[Stored data]

**********

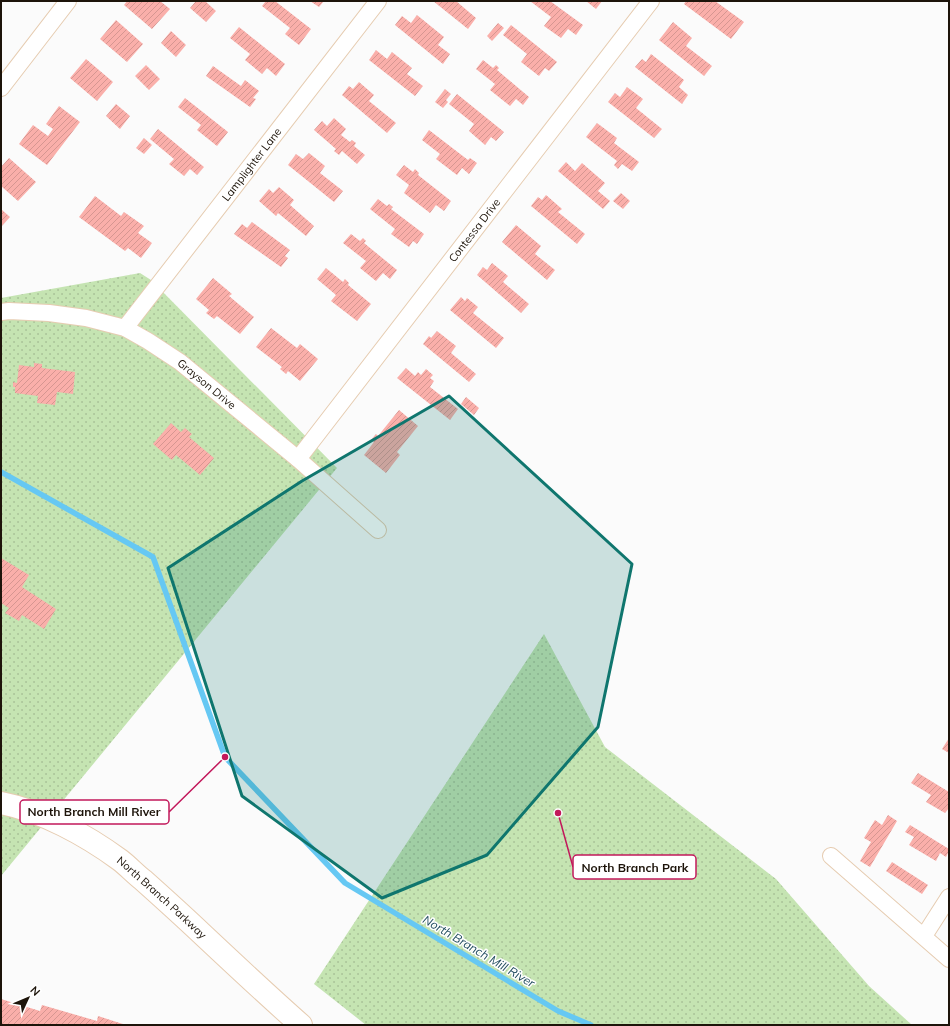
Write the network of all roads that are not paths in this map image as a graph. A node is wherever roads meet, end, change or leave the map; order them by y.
1 (68, 1) edge
2 (378, 1) edge
3 (651, 1) edge
4 (1, 88) edge
5 (1, 312) edge
6 (125, 328) junction
7 (298, 459) junction
8 (378, 530) dead end
9 (1, 803) edge
10 (831, 856) dead end
11 (949, 897) edge
12 (924, 936) junction
13 (949, 959) edge
14 (302, 1025) edge

1 - 4 street
2 - 6 street, Lamplighter Lane
3 - 7 street, Contessa Drive
5 - 6 street, Grayson Drive
6 - 7 street, Grayson Drive
7 - 8 street, Grayson Drive
9 - 14 street, North Branch Parkway
10 - 12 street
11 - 12 street
12 - 13 street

**********

_Exercise details:_ The response has to be an exact copy of all the data, pictures excluded.

_Your response:_
Write the network of all roads that are not paths in this map image as a graph. A node is wherever roads meet, end, change or leave the map; order them by y.
1 (68, 1) edge
2 (378, 1) edge
3 (651, 1) edge
4 (1, 88) edge
5 (1, 312) edge
6 (125, 328) junction
7 (298, 459) junction
8 (378, 530) dead end
9 (1, 803) edge
10 (831, 856) dead end
11 (949, 897) edge
12 (924, 936) junction
13 (949, 959) edge
14 (302, 1025) edge

1 - 4 street
2 - 6 street, Lamplighter Lane
3 - 7 street, Contessa Drive
5 - 6 street, Grayson Drive
6 - 7 street, Grayson Drive
7 - 8 street, Grayson Drive
9 - 14 street, North Branch Parkway
10 - 12 street
11 - 12 street
12 - 13 street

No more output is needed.